Sol Harris of the magazine Starburst gave the film a score of 6 out of 10, writing: "Presented as something of a throwback to horror B-movies of the '80s, Terrifier has far more style - both visually and audibly - than the average film of this nature. It's a surprisingly nice looking film for a movie about a clown chopping people into pieces." Jeremy Aspinall of Radio Times praised the film, writing "But despite the unsparing gore, there's also plenty of atmosphere and a gnawing tension that's maintained all the way to the sequel-hinting climax." In a thesis by M. Keith Booker, he writes that rather than evolving the slasher film genre in different directions, Terrifier acts as a homage to the 1980s films of the subgenre but with better special effects and higher production values. Booker also observes similarities with Dawn's (Corcoran) hacksaw death scene and Freddy Krueger's pursuit of Nancy Thompson in the bathtub scene in A Nightmare on Elm Street (1984).

Amyana Bartley of FilmInquiry.com felt that the film's script lacked both clear protagonists and depth, writing, "Art the Clown has the potential to be a formidable, gruesome, franchise horror character, he just needs more seasoning and cultivation." Felix Vasquez Jr. of Cinema Crazed called it "fairly mediocre slasher fare", stating that the film lacked any creativity and tension while also criticizing its story line. Vasquez concluded his review by stating "As a film Terrifier aims high, but feels like a very disposable party favor you'll have forgotten once the credits roll."

==Accolades==
The film received three Fangoria Chainsaw Award nominations: Best Limited Release, Best Supporting Actor (Thornton), and Best Makeup FX (Leone).

==Comic book==
Between 2021 and 2022, a self-published three-issue limited comic book series adaptation of Terrifier was released by Damien Leone with illustrations by Steve McGinnis.

== Lawsuit ==
On October 27, 2025, actress Catherine Corcoran filed a federal lawsuit against the filmmakers, accusing them of shortchanging her on promised residuals and profit percentages. Corcoran reached an agreement with producer Phil Falcone and director Damien Leone to star in the film for a low per diem rate in exchange for one percent of profits from the film, any future films in the franchise, and merchandise related to the film.

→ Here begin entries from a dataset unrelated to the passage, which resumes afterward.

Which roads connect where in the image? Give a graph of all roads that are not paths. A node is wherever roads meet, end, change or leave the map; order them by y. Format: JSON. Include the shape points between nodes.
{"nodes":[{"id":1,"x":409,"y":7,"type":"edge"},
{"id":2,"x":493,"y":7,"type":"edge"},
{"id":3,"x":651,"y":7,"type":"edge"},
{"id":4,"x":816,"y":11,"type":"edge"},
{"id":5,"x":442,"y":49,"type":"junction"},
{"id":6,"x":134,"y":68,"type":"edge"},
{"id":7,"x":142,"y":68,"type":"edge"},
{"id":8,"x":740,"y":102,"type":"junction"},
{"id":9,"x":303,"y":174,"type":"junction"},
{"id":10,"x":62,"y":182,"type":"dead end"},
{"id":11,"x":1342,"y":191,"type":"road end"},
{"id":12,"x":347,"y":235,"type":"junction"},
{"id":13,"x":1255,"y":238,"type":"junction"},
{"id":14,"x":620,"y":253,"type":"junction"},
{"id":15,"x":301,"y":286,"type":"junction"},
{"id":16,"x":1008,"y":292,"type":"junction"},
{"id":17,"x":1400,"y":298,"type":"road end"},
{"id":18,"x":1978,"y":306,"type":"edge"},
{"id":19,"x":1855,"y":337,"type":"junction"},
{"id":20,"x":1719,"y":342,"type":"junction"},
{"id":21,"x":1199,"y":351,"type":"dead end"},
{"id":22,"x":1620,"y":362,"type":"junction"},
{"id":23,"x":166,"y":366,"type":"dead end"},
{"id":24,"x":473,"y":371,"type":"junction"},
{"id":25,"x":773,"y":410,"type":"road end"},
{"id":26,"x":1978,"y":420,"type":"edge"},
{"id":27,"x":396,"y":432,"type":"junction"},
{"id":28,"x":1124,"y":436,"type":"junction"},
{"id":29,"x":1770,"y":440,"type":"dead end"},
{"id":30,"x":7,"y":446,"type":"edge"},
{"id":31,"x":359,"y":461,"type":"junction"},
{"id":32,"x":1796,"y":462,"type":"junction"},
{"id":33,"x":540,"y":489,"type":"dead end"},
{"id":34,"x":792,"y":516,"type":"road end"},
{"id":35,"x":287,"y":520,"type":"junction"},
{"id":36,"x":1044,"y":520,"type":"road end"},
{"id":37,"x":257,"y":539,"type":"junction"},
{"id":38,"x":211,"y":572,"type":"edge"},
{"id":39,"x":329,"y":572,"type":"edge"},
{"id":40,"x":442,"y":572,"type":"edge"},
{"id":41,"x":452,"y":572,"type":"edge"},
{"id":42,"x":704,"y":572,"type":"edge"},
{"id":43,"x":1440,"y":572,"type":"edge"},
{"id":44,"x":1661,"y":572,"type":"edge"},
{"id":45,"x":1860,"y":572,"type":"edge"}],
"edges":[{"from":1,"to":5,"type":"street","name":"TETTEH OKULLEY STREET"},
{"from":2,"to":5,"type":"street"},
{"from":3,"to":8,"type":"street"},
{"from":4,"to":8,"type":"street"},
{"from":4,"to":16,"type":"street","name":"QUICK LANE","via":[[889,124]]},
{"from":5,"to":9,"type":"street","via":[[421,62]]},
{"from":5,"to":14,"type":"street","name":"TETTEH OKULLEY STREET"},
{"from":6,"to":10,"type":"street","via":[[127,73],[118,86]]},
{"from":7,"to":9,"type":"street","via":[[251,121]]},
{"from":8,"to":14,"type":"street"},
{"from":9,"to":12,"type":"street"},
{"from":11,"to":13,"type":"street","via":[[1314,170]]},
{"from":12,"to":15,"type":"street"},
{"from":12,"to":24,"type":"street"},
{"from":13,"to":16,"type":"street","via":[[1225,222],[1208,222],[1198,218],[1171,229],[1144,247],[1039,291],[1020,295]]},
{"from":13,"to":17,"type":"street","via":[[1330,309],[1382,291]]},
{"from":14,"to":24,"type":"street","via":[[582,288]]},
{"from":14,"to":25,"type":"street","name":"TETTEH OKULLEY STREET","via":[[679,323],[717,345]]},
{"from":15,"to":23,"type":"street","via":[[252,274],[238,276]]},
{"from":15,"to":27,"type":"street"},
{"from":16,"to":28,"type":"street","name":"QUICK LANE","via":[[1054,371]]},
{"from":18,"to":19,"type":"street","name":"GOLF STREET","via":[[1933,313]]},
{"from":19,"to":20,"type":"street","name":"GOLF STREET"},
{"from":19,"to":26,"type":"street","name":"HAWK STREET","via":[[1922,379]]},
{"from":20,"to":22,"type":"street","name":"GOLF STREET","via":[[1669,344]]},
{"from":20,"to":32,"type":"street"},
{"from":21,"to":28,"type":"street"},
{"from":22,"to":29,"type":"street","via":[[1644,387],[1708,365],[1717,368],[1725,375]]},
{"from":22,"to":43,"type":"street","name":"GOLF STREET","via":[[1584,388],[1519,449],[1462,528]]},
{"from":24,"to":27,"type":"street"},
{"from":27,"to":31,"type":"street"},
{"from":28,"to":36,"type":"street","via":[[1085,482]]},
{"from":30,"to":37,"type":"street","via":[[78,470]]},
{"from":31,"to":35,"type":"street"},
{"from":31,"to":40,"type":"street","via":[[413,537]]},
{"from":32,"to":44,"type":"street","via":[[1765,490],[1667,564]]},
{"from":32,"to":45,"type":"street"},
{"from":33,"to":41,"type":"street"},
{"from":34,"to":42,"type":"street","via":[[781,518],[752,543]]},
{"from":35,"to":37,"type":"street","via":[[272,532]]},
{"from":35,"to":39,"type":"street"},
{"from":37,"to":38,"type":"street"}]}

The lawsuit alleges that producer Phil Falcone and director Damien Leone have only paid her $8,341 to date, despite the franchise's immense success, specifically noting the usage of her image and likeness by Spirit Halloween, Hot Topic, and Halloween Horror Nights.

Corcoran's lawsuit also accuses the filmmakers of sexual harassment, including by distributing sexually explicit material without her consent. Under SAG-AFTRA rules, any nude or topless scenes must have prior authorization, which Corcoran said that she did not give before being forced to hang nude upside down for ten hours. During a lengthy and incorrectly performed silicone molding process, which resulted in Corcoran being painfully glued to a plywood sheet, the lawsuit alleges that Falcone took "numerous still photographs of Corcoran's nude body" without her consent. Leone and Falcone have denied all allegations.

In a response from horror podcaster Chelsea Rebecca, it was suggested that Corcoran had not intended for the lawsuit to become public.

==Sequels==

In February 2019, Damien Leone stated that a sequel for Terrifier was in production, with the other sequel's script having already been written. The film went into production in October 2019 with Fuzz on the Lens Productions as co-producers along with Dark Age Cinema. The film was initially delayed during production of its final days of shooting due to the COVID-19 pandemic, but finally resumed in September 2020 and wrapped shooting in 2021.
The film debuted at the Arrow Video FrightFest in London, England on August 29, 2022, before receiving a nationwide US cinema release on October 6, 2022, and was released to streaming platforms on November 11, 2022.

After the success of Terrifier 2, it was announced that Terrifier 3 was in the works and in May 2023, it was announced that the sequel was expected to begin filming in November or December 2023 although it eventually began in February 2024 and wrapped in April 2024. The film was released on October 11, 2024.